— TASK INPUT —
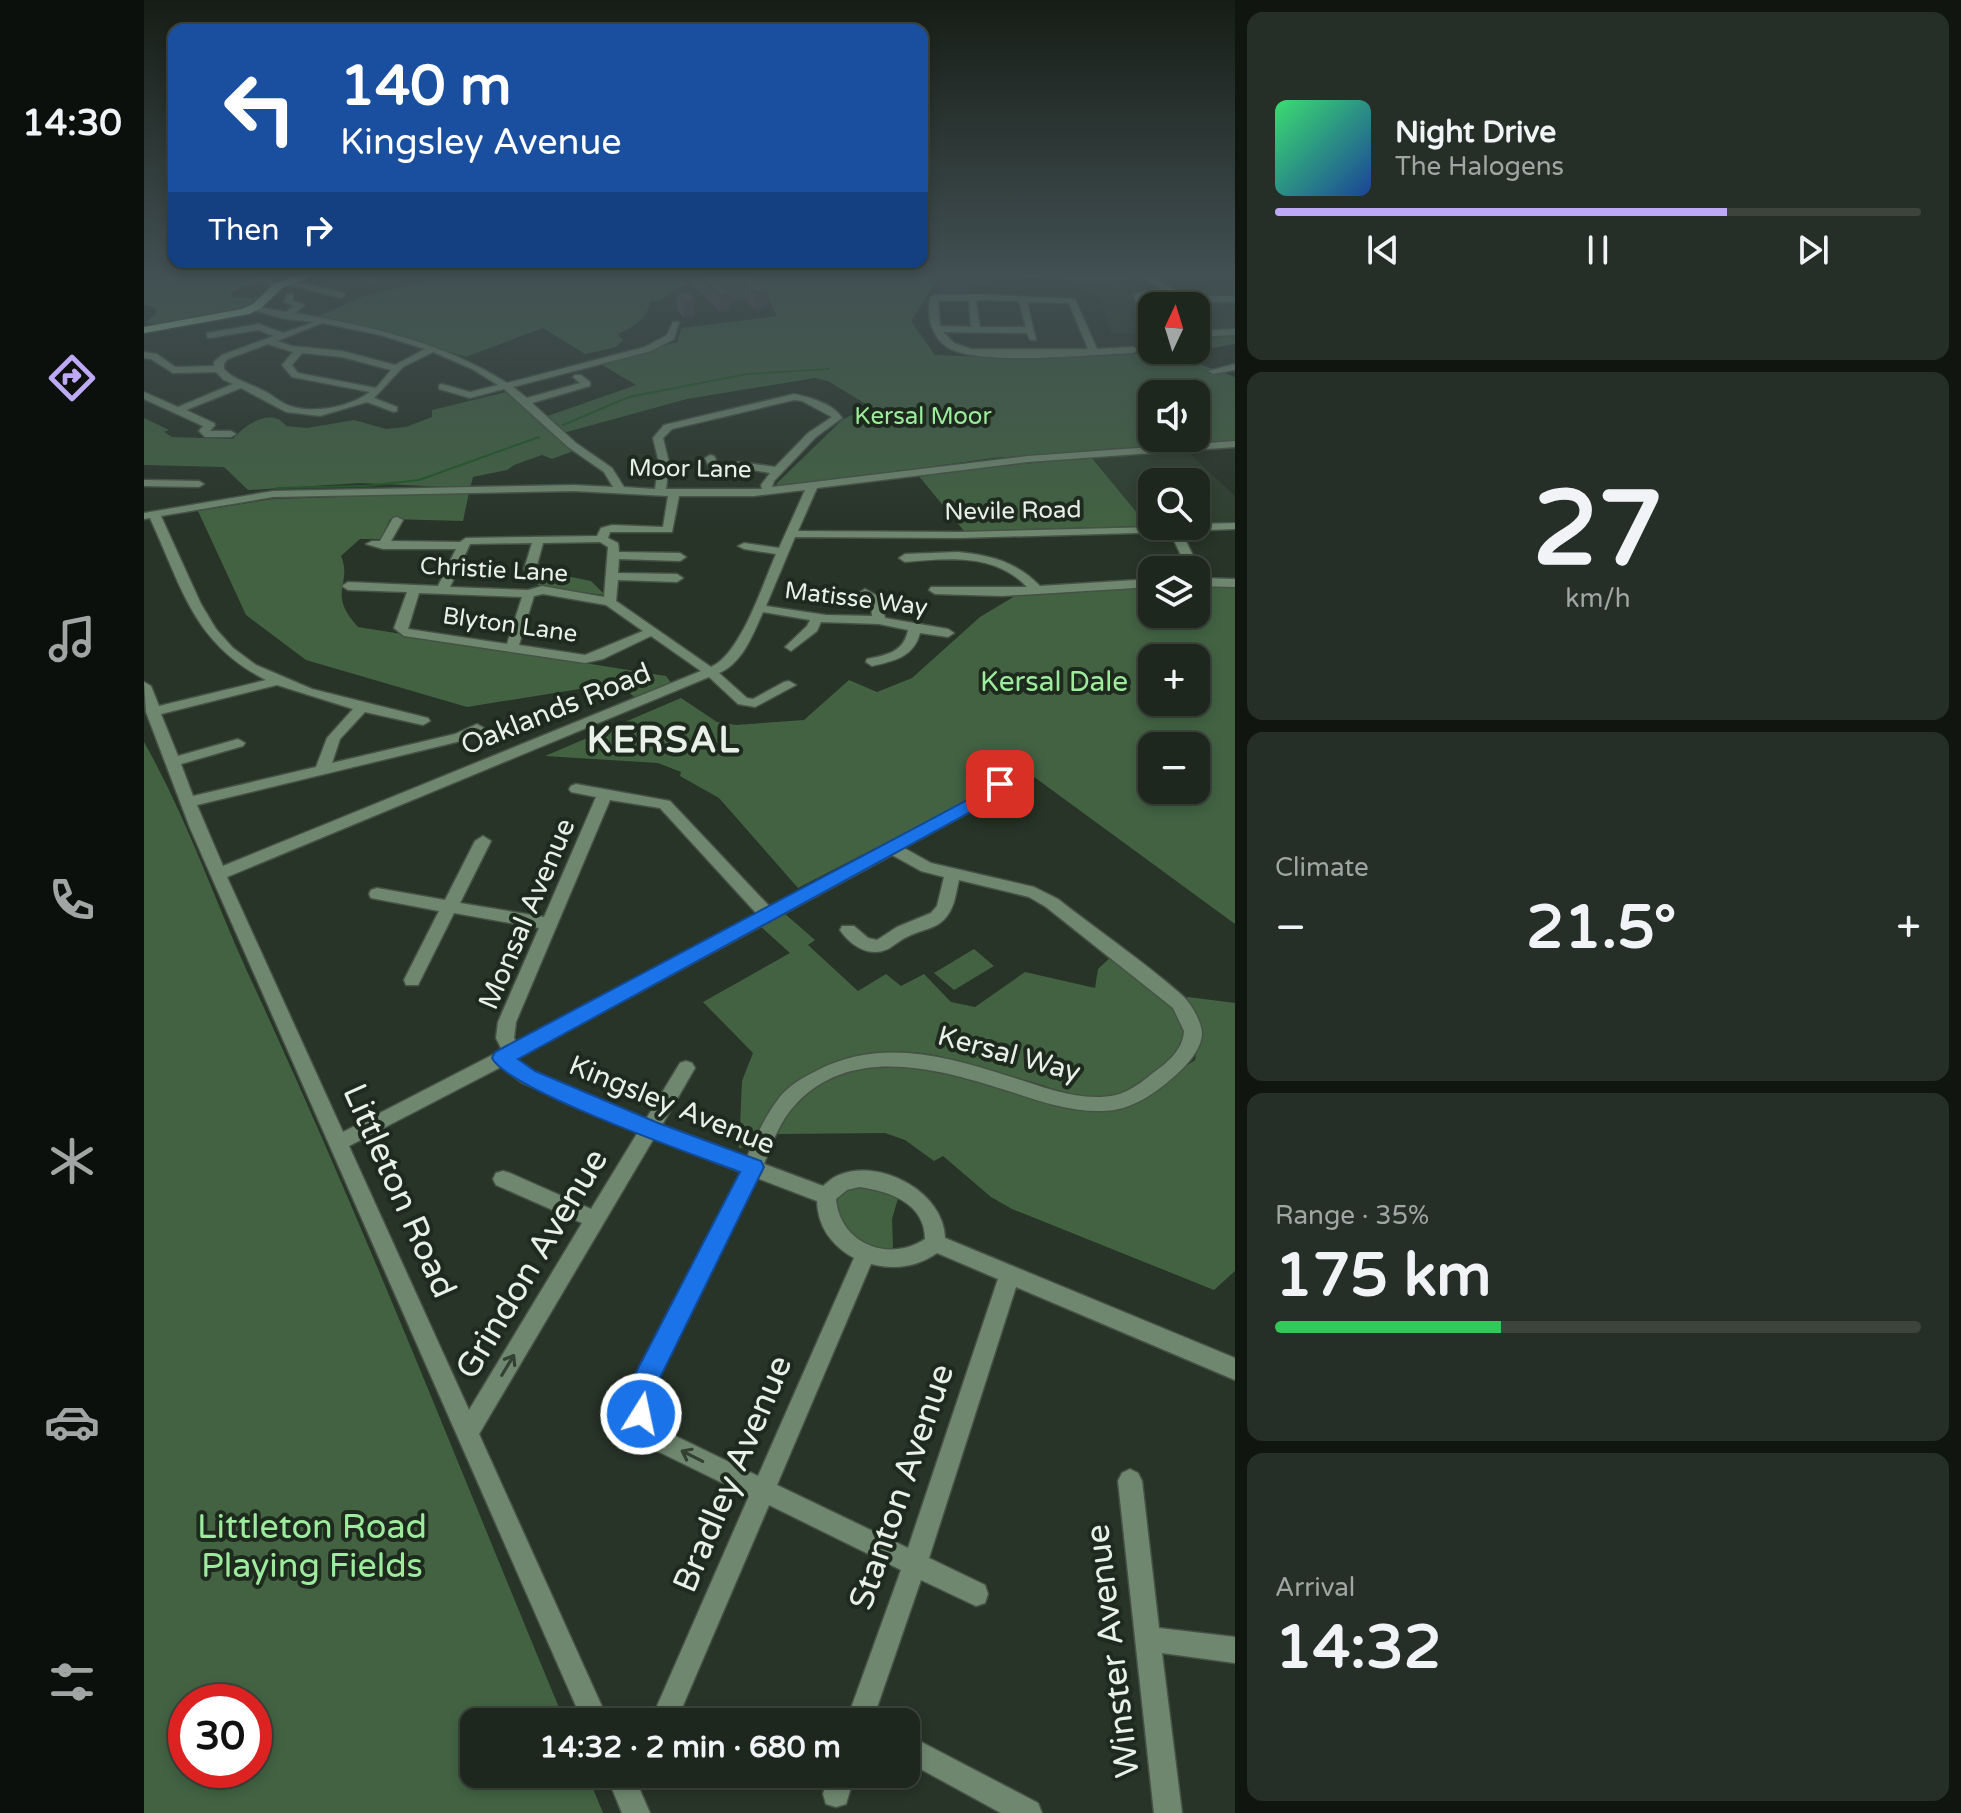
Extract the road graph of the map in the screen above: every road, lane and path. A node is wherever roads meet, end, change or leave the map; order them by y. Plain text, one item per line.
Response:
1 (155, 357) edge
2 (227, 357) edge
3 (294, 357) edge
4 (352, 357) edge
5 (418, 357) edge
6 (450, 357) edge
7 (618, 357) edge
8 (1235, 367) edge
9 (396, 368) junction
10 (219, 369) junction
11 (1213, 371) dead end
12 (578, 377) dead end
13 (242, 384) junction
14 (506, 386) junction
15 (442, 387) dead end
16 (378, 391) junction
17 (144, 395) edge
18 (367, 399) junction
19 (524, 402) junction
20 (394, 409) dead end
21 (178, 410) junction
22 (231, 434) dead end
23 (1235, 444) edge
24 (710, 458) dead end
25 (777, 471) junction
26 (144, 483) edge
27 (199, 484) dead end
28 (812, 487) junction
29 (619, 489) junction
30 (660, 492) junction
31 (769, 492) junction
32 (674, 493) junction
33 (149, 515) edge
34 (397, 520) dead end
35 (1235, 526) edge
36 (1210, 527) edge
37 (1138, 529) edge
38 (793, 534) junction
39 (539, 538) junction
40 (602, 539) junction
41 (462, 546) junction
42 (744, 546) dead end
43 (784, 552) junction
44 (614, 555) junction
45 (680, 557) dead end
46 (910, 559) dead end
47 (529, 569) dead end
48 (612, 576) junction
49 (677, 578) dead end
50 (1210, 579) edge
51 (1235, 583) edge
52 (1138, 584) edge
53 (348, 586) dead end
54 (415, 588) junction
55 (1035, 588) junction
56 (443, 589) junction
57 (942, 592) dead end
58 (865, 593) dead end
59 (529, 594) junction
60 (610, 602) junction
61 (758, 608) junction
62 (817, 617) junction
63 (879, 620) junction
64 (915, 629) junction
65 (652, 631) junction
66 (948, 633) dead end
67 (791, 647) dead end
68 (512, 648) junction
69 (872, 662) dead end
70 (712, 673) junction
71 (277, 681) junction
72 (784, 691) dead end
73 (148, 702) edge
74 (364, 705) junction
75 (423, 721) dead end
76 (477, 728) dead end
77 (238, 743) dead end
78 (173, 762) junction
79 (322, 770) junction
80 (1019, 772) dead end
81 (576, 789) dead end
82 (605, 794) junction
83 (188, 802) junction
84 (483, 841) dead end
85 (891, 848) junction
86 (953, 873) junction
87 (219, 874) junction
88 (377, 894) dead end
89 (450, 906) junction
90 (767, 914) junction
91 (550, 924) junction
92 (848, 930) dead end
93 (412, 980) dead end
94 (507, 1055) junction
95 (686, 1068) dead end
96 (651, 1129) junction
97 (338, 1143) junction
98 (753, 1167) junction
99 (503, 1179) dead end
100 (826, 1196) junction
101 (596, 1220) junction
102 (935, 1243) junction
103 (866, 1253) junction
104 (1010, 1274) junction
105 (1235, 1369) edge
106 (468, 1432) junction
107 (1130, 1481) dead end
108 (762, 1491) junction
109 (914, 1566) junction
110 (976, 1594) dead end
111 (1149, 1639) junction
112 (1235, 1650) edge
113 (590, 1708) edge
114 (669, 1708) edge
115 (865, 1708) edge
116 (920, 1755) edge
117 (625, 1788) edge
118 (1014, 1810) edge
119 (636, 1813) edge
120 (1168, 1813) edge

1 - 10 street
2 - 10 street
3 - 16 street
4 - 9 street
5 - 9 street
6 - 14 street
7 - 14 street
8 - 11 street
9 - 16 street
10 - 13 street
12 - 19 street
13 - 18 street
13 - 21 street
14 - 15 street
14 - 19 street
16 - 18 street
17 - 21 street
18 - 20 street
19 - 29 street
21 - 22 street
23 - 28 street, Moor Lane
24 - 25 street
25 - 30 street
25 - 31 street
26 - 27 street
28 - 31 street, Moor Lane
28 - 38 street, Oaklands Road
29 - 30 street, Moor Lane
29 - 33 street, Moor Lane
30 - 32 street, Moor Lane
31 - 32 street, Moor Lane
32 - 40 street
33 - 71 street
34 - 41 street
35 - 36 street, Nevile Road
37 - 38 street, Nevile Road
38 - 43 street, Oaklands Road
39 - 40 street
39 - 41 street
39 - 47 street
40 - 44 street
41 - 56 street
42 - 43 street
43 - 61 street, Oaklands Road
44 - 45 street
44 - 48 street
46 - 55 street
48 - 49 street
48 - 60 street
50 - 51 street
52 - 55 street
53 - 54 street, Christie Lane
54 - 56 street, Christie Lane
54 - 68 street, Blyton Lane
55 - 57 street
56 - 59 street, Christie Lane
58 - 63 street
59 - 60 street, Christie Lane
59 - 68 street
60 - 65 street, Christie Lane
61 - 62 street, Matisse Way
61 - 70 street, Oaklands Road
62 - 63 street, Matisse Way
62 - 67 street
63 - 64 street, Matisse Way
64 - 66 street, Matisse Way
64 - 69 street
65 - 68 street, Blyton Lane
65 - 70 street, Christie Lane
70 - 72 street, Christie Lane
70 - 87 street, Oaklands Road
71 - 73 street
71 - 74 street
73 - 78 street, Littleton Road
74 - 75 street
74 - 79 street
76 - 79 street
77 - 78 street
78 - 83 street, Littleton Road
79 - 83 street
80 - 85 street
81 - 82 street
82 - 90 street
82 - 91 street, Monsal Avenue
83 - 87 street, Littleton Road
84 - 89 street
85 - 86 street, Kersal Way
85 - 90 street
86 - 92 street
86 - 98 street, Kersal Way
87 - 97 street, Littleton Road
88 - 89 street
89 - 91 street
89 - 93 street
90 - 94 street
91 - 94 street, Monsal Avenue
94 - 96 street, Kingsley Avenue
94 - 97 street
95 - 96 street, Grindon Avenue
96 - 98 street, Kingsley Avenue
96 - 101 street, Grindon Avenue
97 - 106 street, Littleton Road
98 - 100 street, Kingsley Avenue
108 -> 98 street, Kersal Way
99 - 101 street
100 - 102 street
100 - 103 street
106 -> 101 street, Grindon Avenue
102 - 103 street
102 - 104 street
103 - 108 street, Bradley Avenue
104 - 105 street
104 - 109 street, Stanton Avenue
106 - 113 street, Littleton Road
107 - 111 street, Winster Avenue
108 - 109 street, Kersal Way
108 - 114 street, Bradley Avenue
109 - 110 street, Kersal Way
109 - 115 street, Stanton Avenue
111 - 112 street
111 - 120 street, Winster Avenue
116 - 118 street
117 - 119 street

— YOUR INSTRUCTIONS —
Once the pictures are set aside, write out the entries verbatim.

— RESULT OF THIS TASK —
Extract the road graph of the map in the screen above: every road, lane and path. A node is wherever roads meet, end, change or leave the map; order them by y. Plain text, one item per line.
Response:
1 (155, 357) edge
2 (227, 357) edge
3 (294, 357) edge
4 (352, 357) edge
5 (418, 357) edge
6 (450, 357) edge
7 (618, 357) edge
8 (1235, 367) edge
9 (396, 368) junction
10 (219, 369) junction
11 (1213, 371) dead end
12 (578, 377) dead end
13 (242, 384) junction
14 (506, 386) junction
15 (442, 387) dead end
16 (378, 391) junction
17 (144, 395) edge
18 (367, 399) junction
19 (524, 402) junction
20 (394, 409) dead end
21 (178, 410) junction
22 (231, 434) dead end
23 (1235, 444) edge
24 (710, 458) dead end
25 (777, 471) junction
26 (144, 483) edge
27 (199, 484) dead end
28 (812, 487) junction
29 (619, 489) junction
30 (660, 492) junction
31 (769, 492) junction
32 (674, 493) junction
33 (149, 515) edge
34 (397, 520) dead end
35 (1235, 526) edge
36 (1210, 527) edge
37 (1138, 529) edge
38 (793, 534) junction
39 (539, 538) junction
40 (602, 539) junction
41 (462, 546) junction
42 (744, 546) dead end
43 (784, 552) junction
44 (614, 555) junction
45 (680, 557) dead end
46 (910, 559) dead end
47 (529, 569) dead end
48 (612, 576) junction
49 (677, 578) dead end
50 (1210, 579) edge
51 (1235, 583) edge
52 (1138, 584) edge
53 (348, 586) dead end
54 (415, 588) junction
55 (1035, 588) junction
56 (443, 589) junction
57 (942, 592) dead end
58 (865, 593) dead end
59 (529, 594) junction
60 (610, 602) junction
61 (758, 608) junction
62 (817, 617) junction
63 (879, 620) junction
64 (915, 629) junction
65 (652, 631) junction
66 (948, 633) dead end
67 (791, 647) dead end
68 (512, 648) junction
69 (872, 662) dead end
70 (712, 673) junction
71 (277, 681) junction
72 (784, 691) dead end
73 (148, 702) edge
74 (364, 705) junction
75 (423, 721) dead end
76 (477, 728) dead end
77 (238, 743) dead end
78 (173, 762) junction
79 (322, 770) junction
80 (1019, 772) dead end
81 (576, 789) dead end
82 (605, 794) junction
83 (188, 802) junction
84 (483, 841) dead end
85 (891, 848) junction
86 (953, 873) junction
87 (219, 874) junction
88 (377, 894) dead end
89 (450, 906) junction
90 (767, 914) junction
91 (550, 924) junction
92 (848, 930) dead end
93 (412, 980) dead end
94 (507, 1055) junction
95 (686, 1068) dead end
96 (651, 1129) junction
97 (338, 1143) junction
98 (753, 1167) junction
99 (503, 1179) dead end
100 (826, 1196) junction
101 (596, 1220) junction
102 (935, 1243) junction
103 (866, 1253) junction
104 (1010, 1274) junction
105 (1235, 1369) edge
106 (468, 1432) junction
107 (1130, 1481) dead end
108 (762, 1491) junction
109 (914, 1566) junction
110 (976, 1594) dead end
111 (1149, 1639) junction
112 (1235, 1650) edge
113 (590, 1708) edge
114 (669, 1708) edge
115 (865, 1708) edge
116 (920, 1755) edge
117 (625, 1788) edge
118 (1014, 1810) edge
119 (636, 1813) edge
120 (1168, 1813) edge

1 - 10 street
2 - 10 street
3 - 16 street
4 - 9 street
5 - 9 street
6 - 14 street
7 - 14 street
8 - 11 street
9 - 16 street
10 - 13 street
12 - 19 street
13 - 18 street
13 - 21 street
14 - 15 street
14 - 19 street
16 - 18 street
17 - 21 street
18 - 20 street
19 - 29 street
21 - 22 street
23 - 28 street, Moor Lane
24 - 25 street
25 - 30 street
25 - 31 street
26 - 27 street
28 - 31 street, Moor Lane
28 - 38 street, Oaklands Road
29 - 30 street, Moor Lane
29 - 33 street, Moor Lane
30 - 32 street, Moor Lane
31 - 32 street, Moor Lane
32 - 40 street
33 - 71 street
34 - 41 street
35 - 36 street, Nevile Road
37 - 38 street, Nevile Road
38 - 43 street, Oaklands Road
39 - 40 street
39 - 41 street
39 - 47 street
40 - 44 street
41 - 56 street
42 - 43 street
43 - 61 street, Oaklands Road
44 - 45 street
44 - 48 street
46 - 55 street
48 - 49 street
48 - 60 street
50 - 51 street
52 - 55 street
53 - 54 street, Christie Lane
54 - 56 street, Christie Lane
54 - 68 street, Blyton Lane
55 - 57 street
56 - 59 street, Christie Lane
58 - 63 street
59 - 60 street, Christie Lane
59 - 68 street
60 - 65 street, Christie Lane
61 - 62 street, Matisse Way
61 - 70 street, Oaklands Road
62 - 63 street, Matisse Way
62 - 67 street
63 - 64 street, Matisse Way
64 - 66 street, Matisse Way
64 - 69 street
65 - 68 street, Blyton Lane
65 - 70 street, Christie Lane
70 - 72 street, Christie Lane
70 - 87 street, Oaklands Road
71 - 73 street
71 - 74 street
73 - 78 street, Littleton Road
74 - 75 street
74 - 79 street
76 - 79 street
77 - 78 street
78 - 83 street, Littleton Road
79 - 83 street
80 - 85 street
81 - 82 street
82 - 90 street
82 - 91 street, Monsal Avenue
83 - 87 street, Littleton Road
84 - 89 street
85 - 86 street, Kersal Way
85 - 90 street
86 - 92 street
86 - 98 street, Kersal Way
87 - 97 street, Littleton Road
88 - 89 street
89 - 91 street
89 - 93 street
90 - 94 street
91 - 94 street, Monsal Avenue
94 - 96 street, Kingsley Avenue
94 - 97 street
95 - 96 street, Grindon Avenue
96 - 98 street, Kingsley Avenue
96 - 101 street, Grindon Avenue
97 - 106 street, Littleton Road
98 - 100 street, Kingsley Avenue
108 -> 98 street, Kersal Way
99 - 101 street
100 - 102 street
100 - 103 street
106 -> 101 street, Grindon Avenue
102 - 103 street
102 - 104 street
103 - 108 street, Bradley Avenue
104 - 105 street
104 - 109 street, Stanton Avenue
106 - 113 street, Littleton Road
107 - 111 street, Winster Avenue
108 - 109 street, Kersal Way
108 - 114 street, Bradley Avenue
109 - 110 street, Kersal Way
109 - 115 street, Stanton Avenue
111 - 112 street
111 - 120 street, Winster Avenue
116 - 118 street
117 - 119 street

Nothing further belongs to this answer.